2.1.2. Fatty Acid Methyl Esters Analysis

The Fatty Acid profile of cheese samples was determined according to the analytical procedure reported by [7].

2.1.3. Element Analysis

Elements (Ca, Mg, Na, K, P, S, Zn, and Fe) were determined as reported by [26].

2.2. Chemometric techniques

The effect of the cheese production season on the macro-components is first studied in this work. The Tukey test evaluates statistical significance between the mean values of two production months for each macro-component. The threshold p-value for the test is chosen as p < 0.05. Fatty acid profile and mineral content are analyzed through a qualitative and quantitative perspective. Concerning the classification task, an unsupervised method is here compared with a supervised approach. PPCA is a statistical method that enables dimensionality reduction in high-dimensional datasets while accounting for noise and missing data [13]. More details on the technique are available in Supplementary Materials S1.a.
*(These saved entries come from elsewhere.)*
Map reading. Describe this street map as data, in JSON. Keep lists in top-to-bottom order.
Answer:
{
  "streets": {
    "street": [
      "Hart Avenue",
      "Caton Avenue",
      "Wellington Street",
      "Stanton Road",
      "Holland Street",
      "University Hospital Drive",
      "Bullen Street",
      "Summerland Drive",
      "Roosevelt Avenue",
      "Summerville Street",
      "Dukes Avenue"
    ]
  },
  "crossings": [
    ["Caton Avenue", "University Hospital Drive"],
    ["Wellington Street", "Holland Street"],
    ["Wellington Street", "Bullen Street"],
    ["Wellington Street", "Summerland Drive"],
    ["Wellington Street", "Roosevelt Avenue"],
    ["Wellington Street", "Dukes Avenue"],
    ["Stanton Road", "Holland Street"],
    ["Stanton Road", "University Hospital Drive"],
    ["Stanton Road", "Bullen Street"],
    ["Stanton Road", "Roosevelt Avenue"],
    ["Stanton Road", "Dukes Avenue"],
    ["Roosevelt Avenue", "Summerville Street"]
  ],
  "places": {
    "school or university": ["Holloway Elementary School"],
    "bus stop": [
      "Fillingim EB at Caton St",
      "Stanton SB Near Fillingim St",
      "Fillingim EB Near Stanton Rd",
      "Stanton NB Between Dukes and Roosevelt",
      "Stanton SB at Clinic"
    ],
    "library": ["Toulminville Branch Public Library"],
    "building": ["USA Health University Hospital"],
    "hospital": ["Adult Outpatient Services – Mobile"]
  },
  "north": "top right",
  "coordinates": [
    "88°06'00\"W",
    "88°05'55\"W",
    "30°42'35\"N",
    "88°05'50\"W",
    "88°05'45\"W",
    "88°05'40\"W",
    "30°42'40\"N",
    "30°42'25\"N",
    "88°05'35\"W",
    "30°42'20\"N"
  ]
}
After performing the PPCA, LDA is applied to the first two principal components to classify the data into three groups, one for each production season. LDA finds a linear combination of the principal components (PCs), thus constructing the boundaries where the Mahalanobis distance measure to centroids of each class is equal [27]. Therefore, the linear boundaries maximize the separation between the groups. Once the sample scores are computed and LDA is performed, the presented model is employed to classify cheese samples. Partial Least Squares Discriminant Analysis (PLS-DA) is then proposed in order to carry out a comparison between the two classifiers' performances. After performing the classification, the estimation of % FAME from the mineral profile is performed using PPCA to assess its capability to manage missing data. PLS regression is also implemented for comparative analysis in this investigation. It is important to specify that the PLS algorithm is unsuitable for handling missing data, meaning that the only variables completely characterized for each sample (i.e., Mineral composition) were used as predictor variables for PLS-DA and PLS regression. A unity variance preprocessing step is conducted before executing the abovementioned algorithms.

2.3. Models’ validation

In order to properly validate the PPCA and PLS-DA models in classification, a Monte Carlo cross-validation [28] combined with external validation was employed and can be described through the following 4-step procedure:

Step 1. Creation of the calibration set. The set is created by randomly selecting approximately 85% of the available complete samples. Further partial samples are added into the calibration set to constitute approximately 15 to 35% of the total calibration set.
Step 2. Validation set construction. The remaining complete samples from step 1 are included for model cross-validation. Additional partial samples are included in the validation set, comprising approximately 30% to 65% of the total validation set. These samples are exclusively used for external validation, meaning that they are not replaced in the calibration set.
Step 3. Calibrate the models. The entire calibration dataset is utilized to tune the PPCA and PLS-DA models.
Step 4. Calculate the percentage of correctly classified samples (%CC). The PPCA and PLS-DA models are tested through the validation samples, and their performance is assessed through classification accuracy.

The presented methodology is applied to select the optimal number of Principal Components (PCs) and Latent Variables (LVs) for PPCA and PLS-DA, respectively. For each PC's number (or LVs number), the abovementioned procedure is executed 20 times, and the models' performances are assessed by computing the average %CC obtained for validation samples across all iterations. The optimal number of PCs and LVs is determined as the one at which %CC was maximum. It is important to emphasize that in this procedure, the additional validation partial samples are not replaced across iterations and are never used for model calibration, thereby resembling an external validation. Indeed, the models inferred the class of these external partial samples in each iteration, while the calibration set comprises distinct sample groups each time it is randomly constructed. As a result, a different score estimation for external validation samples is obtained from each iteration as well, allowing the quantification of parameter estimation sensitivity when a fraction of samples in the calibration set is replaced. Table 1 explains how the samples are distributed among the calibration and validation sets.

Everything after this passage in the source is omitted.